All the data that follows should be repeated exactly, without a single picture.

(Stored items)

=== Begin Enclosure ===

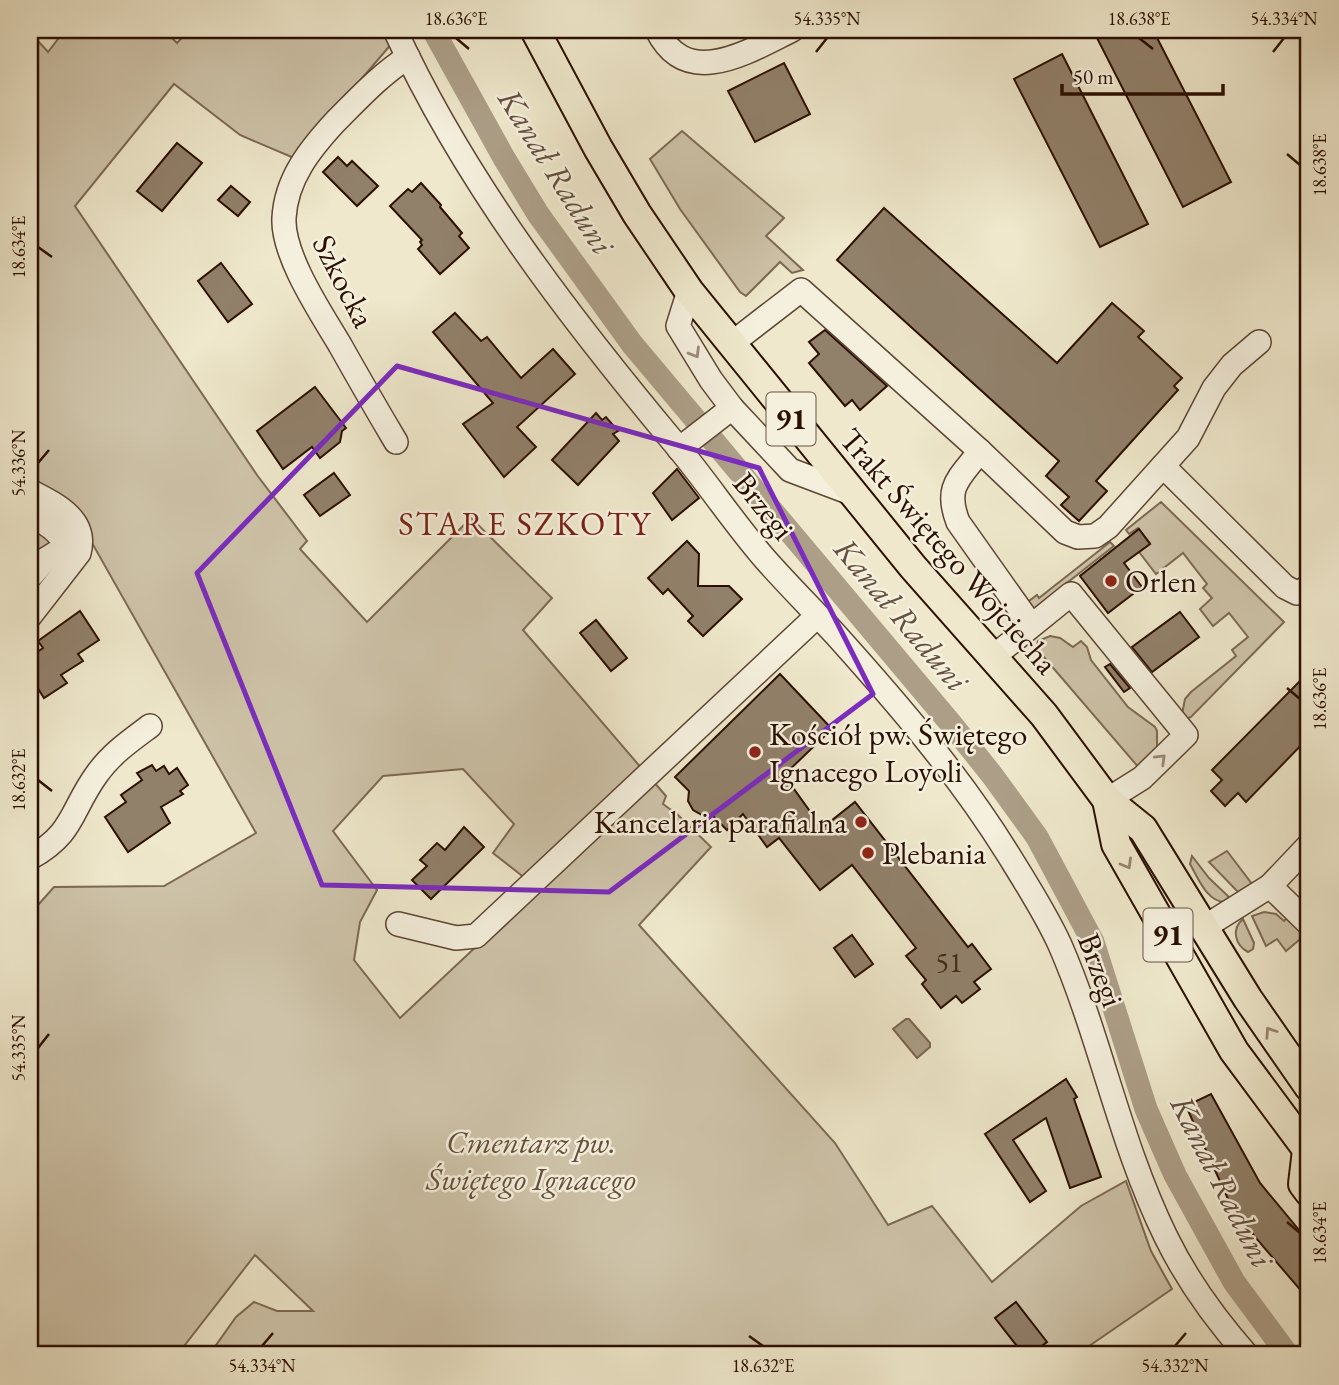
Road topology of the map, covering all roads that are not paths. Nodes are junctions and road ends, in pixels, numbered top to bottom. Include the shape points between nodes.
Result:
1 (395, 30) edge
2 (535, 30) edge
3 (657, 30) edge
4 (792, 30) edge
5 (408, 57) junction
6 (689, 291) junction
7 (1259, 342) dead end
8 (731, 344) junction
9 (724, 414) junction
10 (396, 442) dead end
11 (683, 446) junction
12 (980, 451) junction
13 (1163, 466) junction
14 (30, 491) edge
15 (851, 493) junction
16 (30, 516) edge
17 (30, 577) edge
18 (1309, 587) edge
19 (30, 616) edge
20 (817, 616) junction
21 (1031, 625) junction
22 (993, 657) junction
23 (150, 726) dead end
24 (1107, 800) junction
25 (1309, 845) edge
26 (30, 858) edge
27 (1270, 886) junction
28 (398, 924) dead end
29 (1309, 924) edge
30 (1203, 928) junction
31 (1309, 1087) edge
32 (1308, 1151) edge
33 (1309, 1192) edge
34 (1241, 1353) edge

1 - 5 street, Brzegi
2 - 6 main road, Trakt Świętego Wojciecha / 91 via 598,148
3 - 4 street via 664,44 685,61 707,64 740,56
5 - 10 street, Szkocka via 366,89 305,158 287,196 284,220 302,279
5 - 11 street, Brzegi via 482,190 652,417
6 - 8 main road, Trakt Świętego Wojciecha / 91
6 -> 9 street via 678,326 711,380
7 - 13 street via 1231,365 1188,438
8 - 12 street via 801,290
8 - 15 main road, Trakt Świętego Wojciecha / 91
9 - 11 street
9 - 15 street via 790,470
11 - 20 street, Brzegi via 748,538
12 - 13 street via 1049,518 1078,537 1095,536 1108,527
12 - 21 street via 954,488 950,503 958,522
13 - 18 street via 1284,587 1297,593
14 - 19 street via 60,506 82,541 79,553
15 - 22 main road, Trakt Świętego Wojciecha / 91
16 - 17 street via 59,532 67,546 46,559
20 - 28 street via 477,936 456,938
20 - 34 street, Brzegi via 950,769 1051,929 1074,979 1164,1234
21 - 22 street
24 -> 21 street via 1142,778 1189,731 1071,594
22 - 24 main road, Trakt Świętego Wojciecha / 91 via 1044,715
23 - 26 street via 114,754 96,776 65,832
24 - 30 main road, Trakt Świętego Wojciecha / 91 via 1143,829
24 -> 32 main road, Trakt Świętego Wojciecha / 91 via 1116,844 1234,1051
25 - 27 street
27 - 29 street
27 - 30 street
31 -> 30 main road, Trakt Świętego Wojciecha / 91
32 - 33 main road via 1303,1184

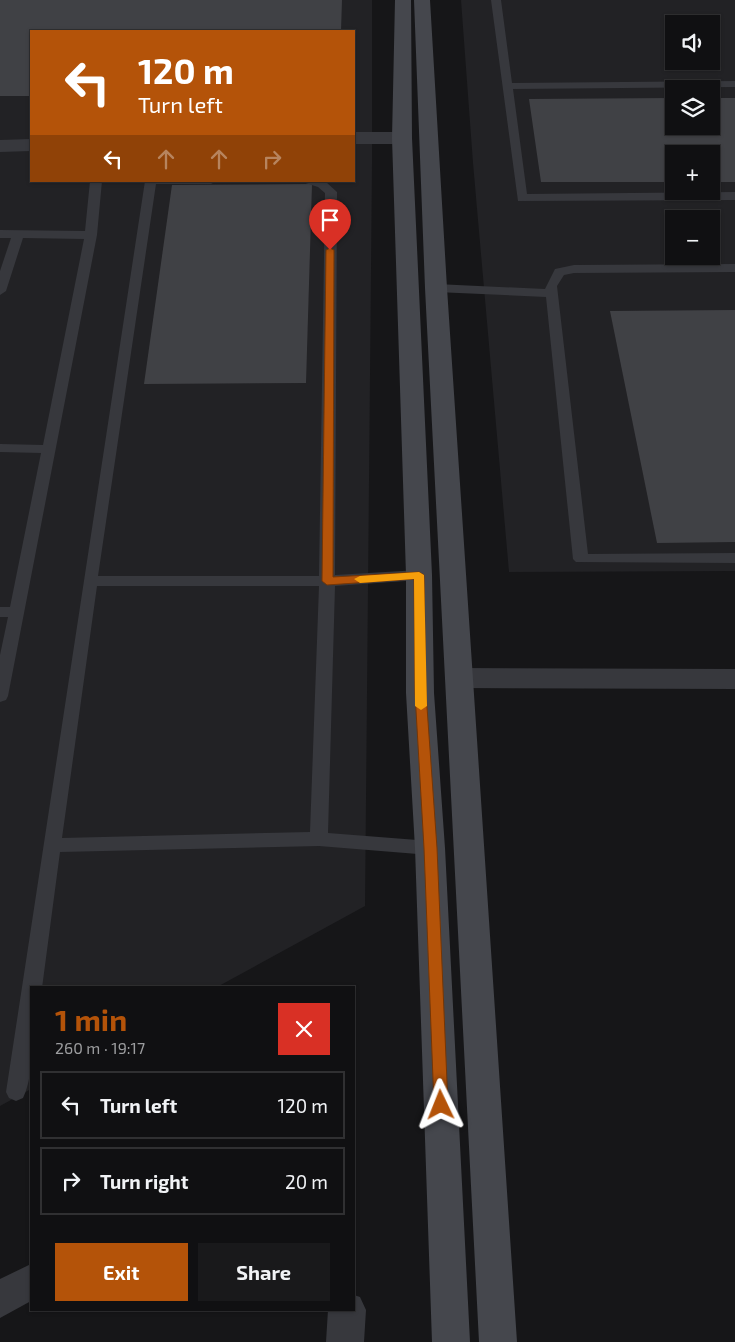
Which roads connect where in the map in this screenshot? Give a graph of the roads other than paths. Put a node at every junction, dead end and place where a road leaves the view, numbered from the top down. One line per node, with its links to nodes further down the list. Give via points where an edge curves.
1 (402, 0): 7 (main road)
2 (422, 0): 18 (main road)
3 (496, 0): 5 (lane)
4 (735, 84): 5 (lane)
5 (507, 86): 13 (lane, via 522,198)
6 (355, 138): 7 (street)
7 (402, 138): 24 (main road)
8 (30, 145): 9 (street)
9 (0, 146)
10 (96, 182): 16 (lane)
11 (151, 182): 25 (lane)
12 (311, 182): 26 (lane, via 322,184 331,192)
13 (735, 196)
14 (0, 234): 15 (lane)
15 (18, 234): 16 (lane); 19 (lane)
16 (91, 235): 22 (lane)
17 (735, 268): 20 (lane, via 564,270 555,276)
18 (436, 288): 20 (lane); 28 (main road)
19 (0, 291)
20 (551, 293): 23 (lane, via 581,559)
21 (0, 448): 22 (lane)
22 (49, 449): 27 (lane)
23 (735, 558)
24 (419, 575): 26 (lane); 33 (main road, via 420,693)
25 (90, 581): 26 (lane); 32 (lane)
26 (327, 581): 31 (lane)
27 (8, 612): 30 (lane)
28 (459, 678): 29 (street); 42 (main road)
29 (735, 679)
30 (0, 696)
31 (319, 839): 32 (lane); 33 (lane)
32 (53, 845): 34 (lane)
33 (430, 848): 41 (main road)
34 (32, 986)
35 (30, 999): 36 (lane)
36 (16, 1092)
37 (30, 1282): 38 (street)
38 (0, 1300)
39 (347, 1311): 40 (street)
40 (345, 1342)
41 (451, 1342)
42 (498, 1342)

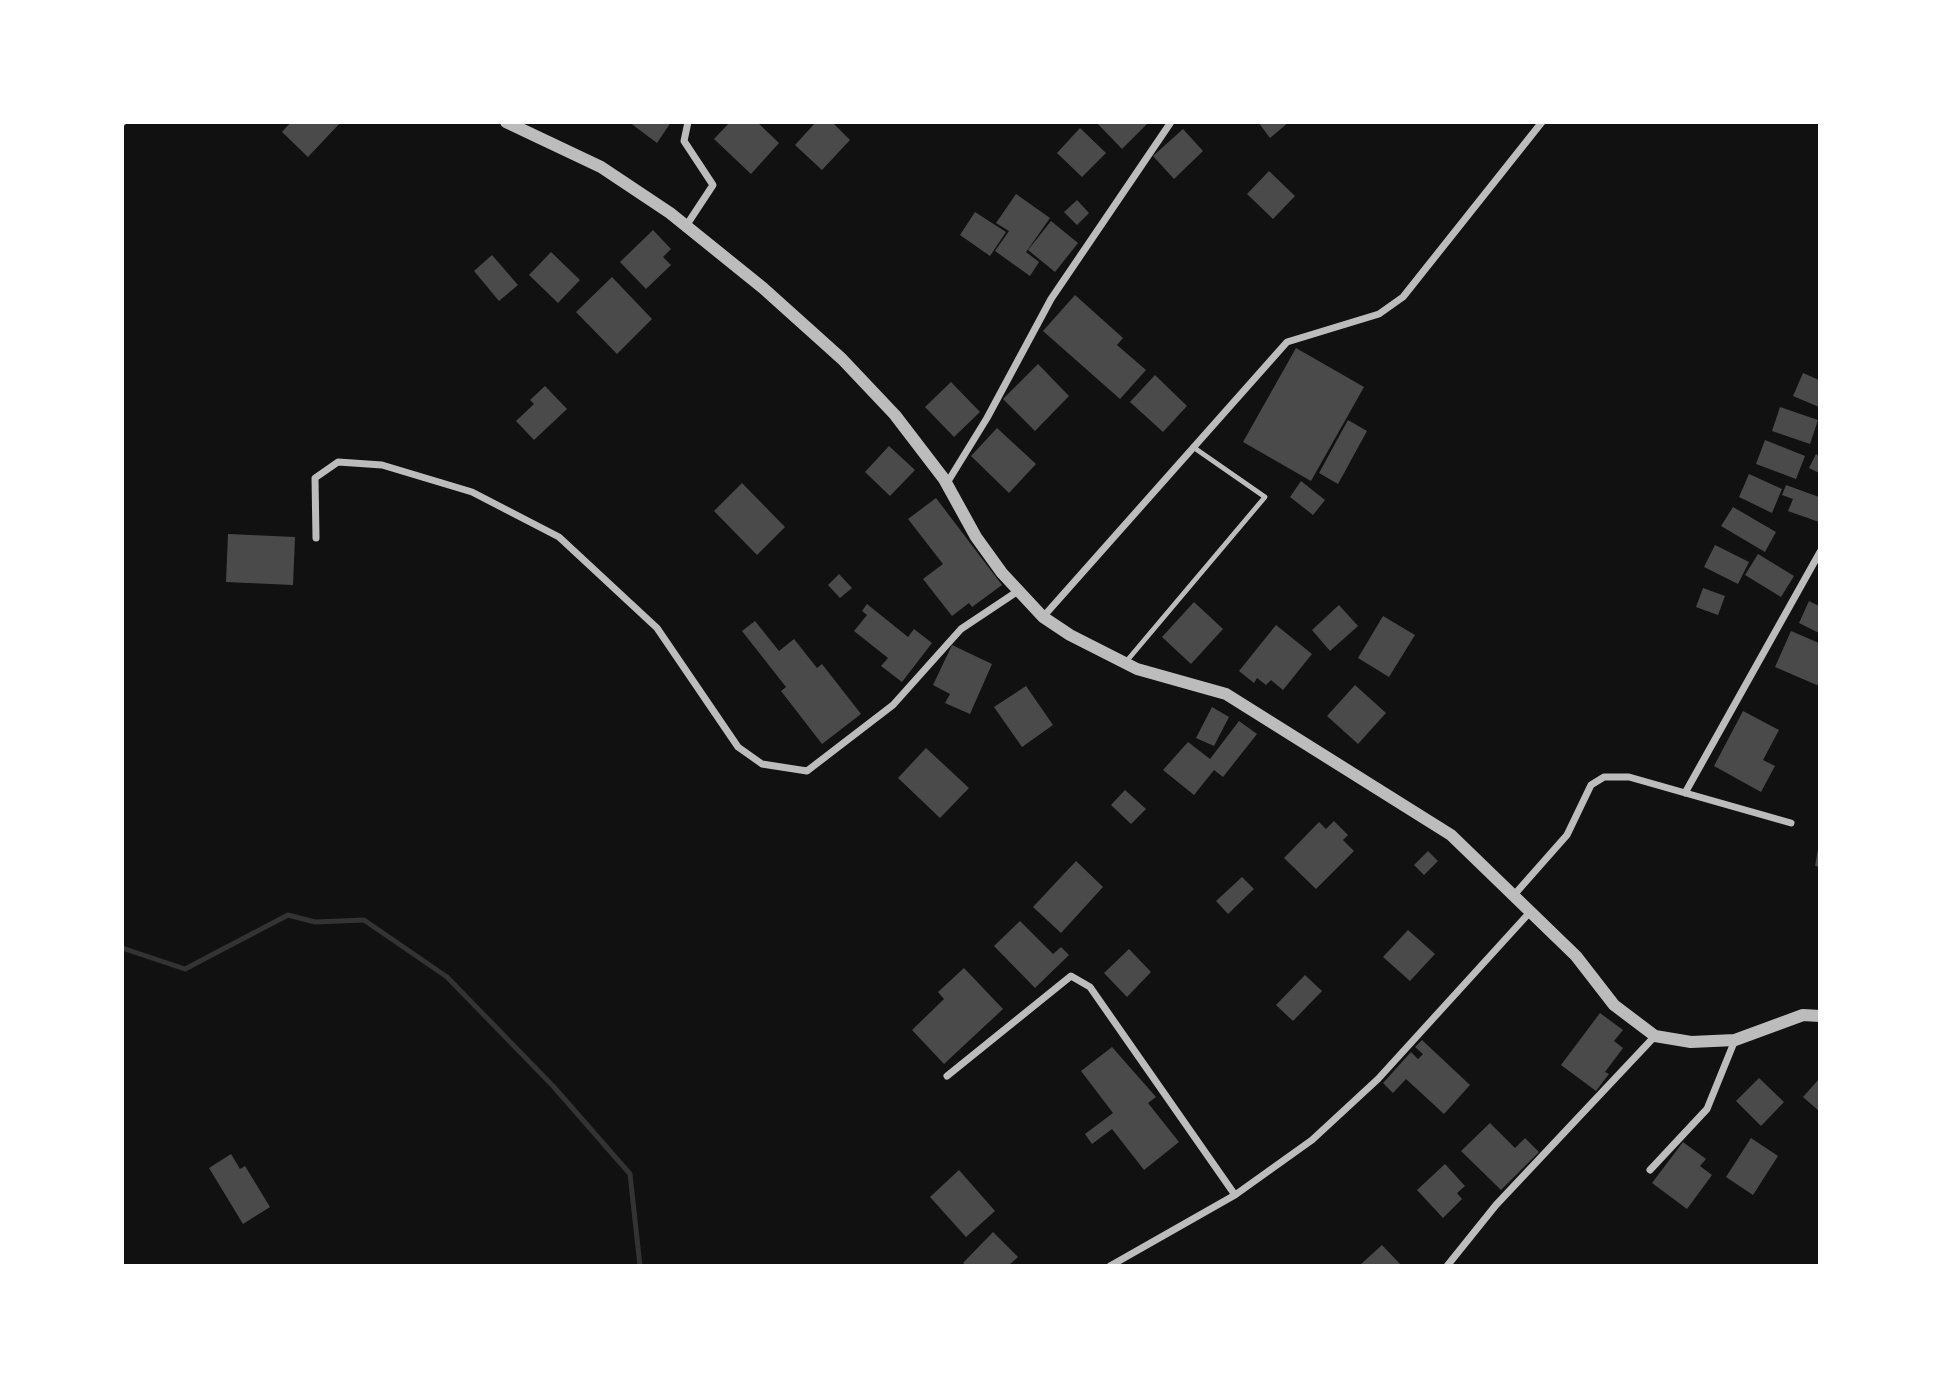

=== End Enclosure ===

* **Written response**
Road topology of the map, covering all roads that are not paths. Nodes are junctions and road ends, in pixels, numbered top to bottom. Include the shape points between nodes.
Result:
1 (395, 30) edge
2 (535, 30) edge
3 (657, 30) edge
4 (792, 30) edge
5 (408, 57) junction
6 (689, 291) junction
7 (1259, 342) dead end
8 (731, 344) junction
9 (724, 414) junction
10 (396, 442) dead end
11 (683, 446) junction
12 (980, 451) junction
13 (1163, 466) junction
14 (30, 491) edge
15 (851, 493) junction
16 (30, 516) edge
17 (30, 577) edge
18 (1309, 587) edge
19 (30, 616) edge
20 (817, 616) junction
21 (1031, 625) junction
22 (993, 657) junction
23 (150, 726) dead end
24 (1107, 800) junction
25 (1309, 845) edge
26 (30, 858) edge
27 (1270, 886) junction
28 (398, 924) dead end
29 (1309, 924) edge
30 (1203, 928) junction
31 (1309, 1087) edge
32 (1308, 1151) edge
33 (1309, 1192) edge
34 (1241, 1353) edge

1 - 5 street, Brzegi
2 - 6 main road, Trakt Świętego Wojciecha / 91 via 598,148
3 - 4 street via 664,44 685,61 707,64 740,56
5 - 10 street, Szkocka via 366,89 305,158 287,196 284,220 302,279
5 - 11 street, Brzegi via 482,190 652,417
6 - 8 main road, Trakt Świętego Wojciecha / 91
6 -> 9 street via 678,326 711,380
7 - 13 street via 1231,365 1188,438
8 - 12 street via 801,290
8 - 15 main road, Trakt Świętego Wojciecha / 91
9 - 11 street
9 - 15 street via 790,470
11 - 20 street, Brzegi via 748,538
12 - 13 street via 1049,518 1078,537 1095,536 1108,527
12 - 21 street via 954,488 950,503 958,522
13 - 18 street via 1284,587 1297,593
14 - 19 street via 60,506 82,541 79,553
15 - 22 main road, Trakt Świętego Wojciecha / 91
16 - 17 street via 59,532 67,546 46,559
20 - 28 street via 477,936 456,938
20 - 34 street, Brzegi via 950,769 1051,929 1074,979 1164,1234
21 - 22 street
24 -> 21 street via 1142,778 1189,731 1071,594
22 - 24 main road, Trakt Świętego Wojciecha / 91 via 1044,715
23 - 26 street via 114,754 96,776 65,832
24 - 30 main road, Trakt Świętego Wojciecha / 91 via 1143,829
24 -> 32 main road, Trakt Świętego Wojciecha / 91 via 1116,844 1234,1051
25 - 27 street
27 - 29 street
27 - 30 street
31 -> 30 main road, Trakt Świętego Wojciecha / 91
32 - 33 main road via 1303,1184

Which roads connect where in the map in this screenshot? Give a graph of the roads other than paths. Put a node at every junction, dead end and place where a road leaves the view, numbered from the top down. One line per node, with its links to nodes further down the list. Give via points where an edge curves.
1 (402, 0): 7 (main road)
2 (422, 0): 18 (main road)
3 (496, 0): 5 (lane)
4 (735, 84): 5 (lane)
5 (507, 86): 13 (lane, via 522,198)
6 (355, 138): 7 (street)
7 (402, 138): 24 (main road)
8 (30, 145): 9 (street)
9 (0, 146)
10 (96, 182): 16 (lane)
11 (151, 182): 25 (lane)
12 (311, 182): 26 (lane, via 322,184 331,192)
13 (735, 196)
14 (0, 234): 15 (lane)
15 (18, 234): 16 (lane); 19 (lane)
16 (91, 235): 22 (lane)
17 (735, 268): 20 (lane, via 564,270 555,276)
18 (436, 288): 20 (lane); 28 (main road)
19 (0, 291)
20 (551, 293): 23 (lane, via 581,559)
21 (0, 448): 22 (lane)
22 (49, 449): 27 (lane)
23 (735, 558)
24 (419, 575): 26 (lane); 33 (main road, via 420,693)
25 (90, 581): 26 (lane); 32 (lane)
26 (327, 581): 31 (lane)
27 (8, 612): 30 (lane)
28 (459, 678): 29 (street); 42 (main road)
29 (735, 679)
30 (0, 696)
31 (319, 839): 32 (lane); 33 (lane)
32 (53, 845): 34 (lane)
33 (430, 848): 41 (main road)
34 (32, 986)
35 (30, 999): 36 (lane)
36 (16, 1092)
37 (30, 1282): 38 (street)
38 (0, 1300)
39 (347, 1311): 40 (street)
40 (345, 1342)
41 (451, 1342)
42 (498, 1342)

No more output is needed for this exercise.